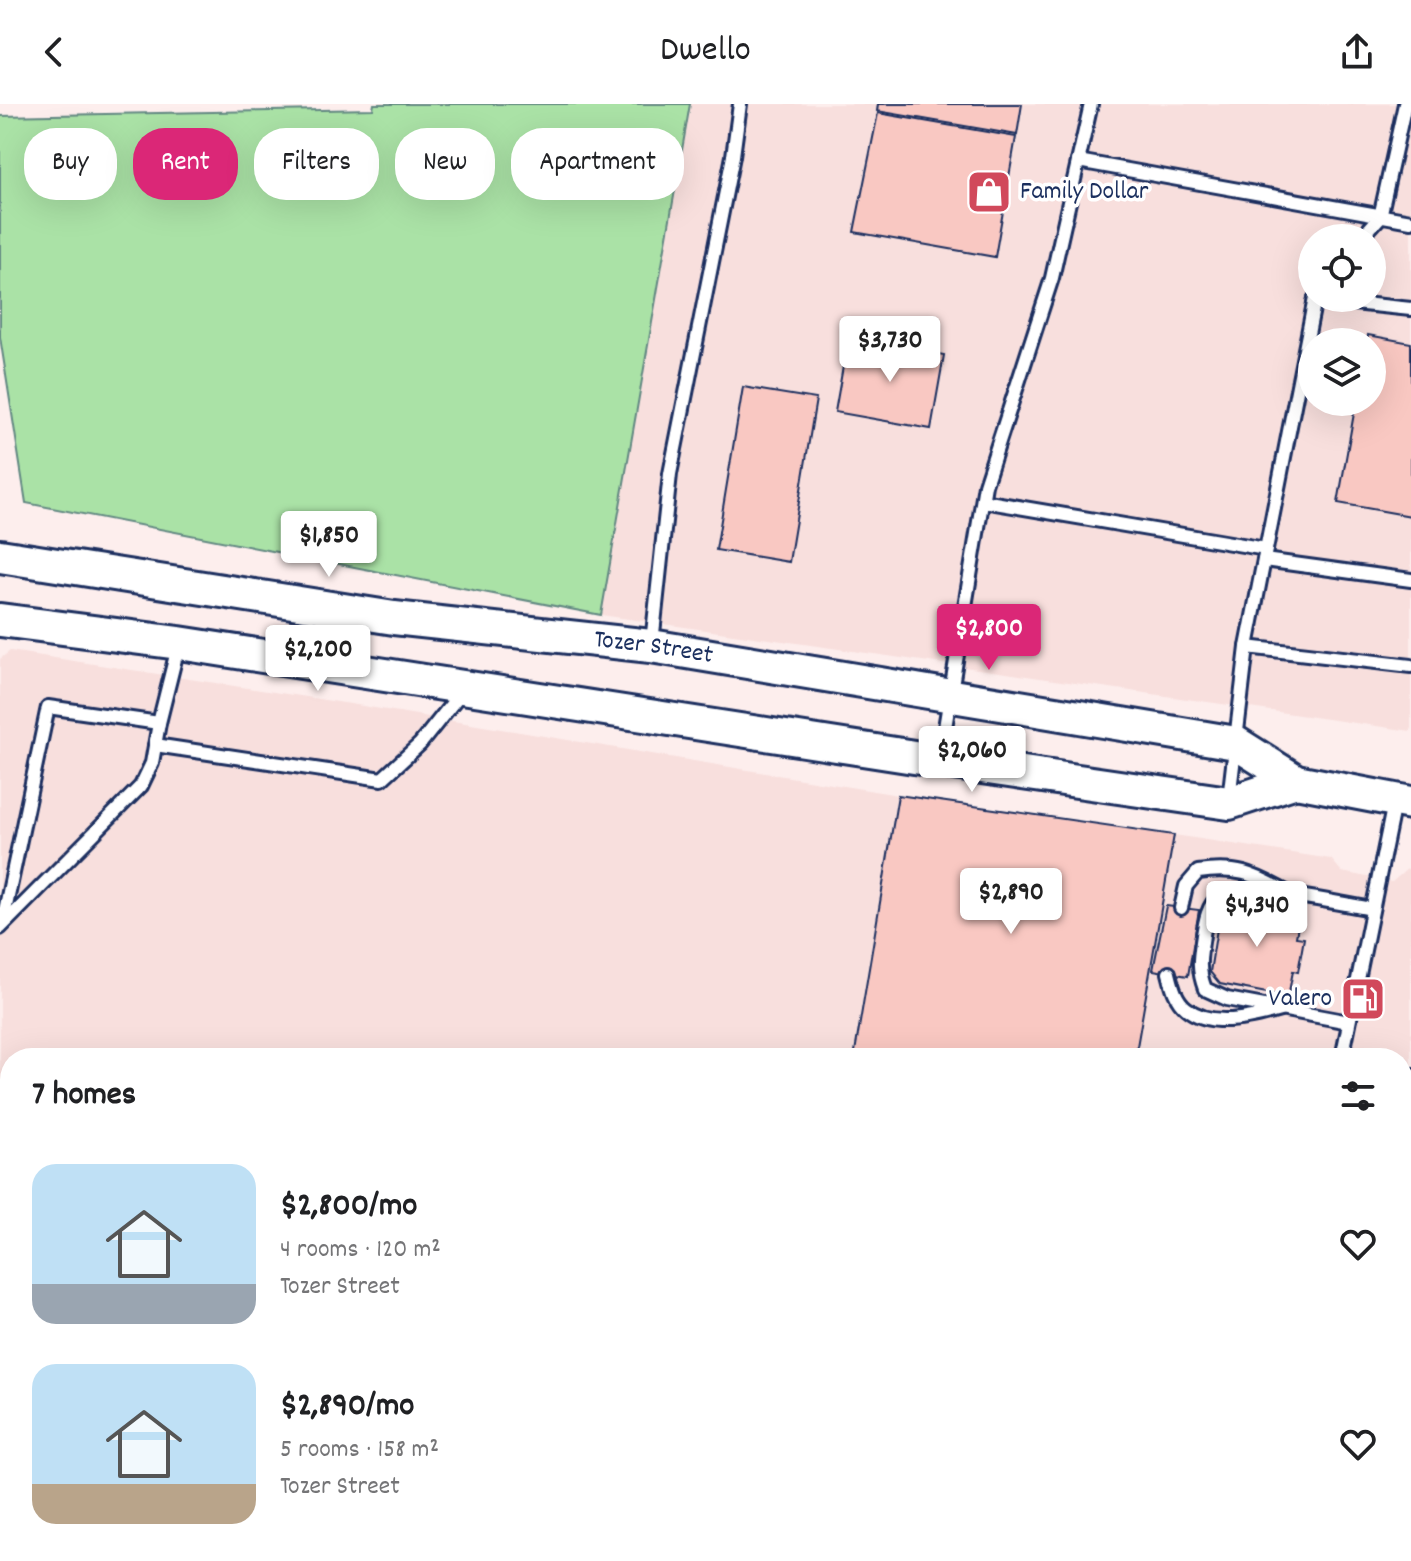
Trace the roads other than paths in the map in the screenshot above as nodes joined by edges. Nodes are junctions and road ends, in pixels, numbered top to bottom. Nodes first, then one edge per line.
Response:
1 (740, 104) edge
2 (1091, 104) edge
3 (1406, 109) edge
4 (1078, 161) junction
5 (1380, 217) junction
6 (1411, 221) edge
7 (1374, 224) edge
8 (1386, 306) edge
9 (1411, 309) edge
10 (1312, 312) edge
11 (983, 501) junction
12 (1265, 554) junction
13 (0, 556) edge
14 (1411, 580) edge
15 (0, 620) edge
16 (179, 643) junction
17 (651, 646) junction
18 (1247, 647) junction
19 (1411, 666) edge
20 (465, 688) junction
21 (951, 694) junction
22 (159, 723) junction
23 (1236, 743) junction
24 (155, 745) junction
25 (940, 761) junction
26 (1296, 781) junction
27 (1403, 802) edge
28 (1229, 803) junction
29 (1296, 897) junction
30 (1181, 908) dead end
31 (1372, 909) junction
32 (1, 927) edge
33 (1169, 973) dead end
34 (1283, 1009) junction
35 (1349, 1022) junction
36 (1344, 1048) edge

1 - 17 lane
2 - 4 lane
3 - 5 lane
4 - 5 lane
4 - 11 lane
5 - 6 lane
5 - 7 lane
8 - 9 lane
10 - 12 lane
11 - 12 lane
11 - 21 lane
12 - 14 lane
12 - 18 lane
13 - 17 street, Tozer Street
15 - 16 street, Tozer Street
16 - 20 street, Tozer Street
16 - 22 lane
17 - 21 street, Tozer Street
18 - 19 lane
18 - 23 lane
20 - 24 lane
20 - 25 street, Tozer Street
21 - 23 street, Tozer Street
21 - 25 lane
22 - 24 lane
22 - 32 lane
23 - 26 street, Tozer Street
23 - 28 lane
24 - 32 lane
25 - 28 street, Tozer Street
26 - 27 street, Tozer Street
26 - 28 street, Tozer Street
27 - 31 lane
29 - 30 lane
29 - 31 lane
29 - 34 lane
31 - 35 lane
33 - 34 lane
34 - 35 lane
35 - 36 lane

· · · · ·

TASK GOAL: Provide every line from the material that contains the word "dead".

SOLUTION FOR THIS PROBLEM:
30 (1181, 908) dead end
33 (1169, 973) dead end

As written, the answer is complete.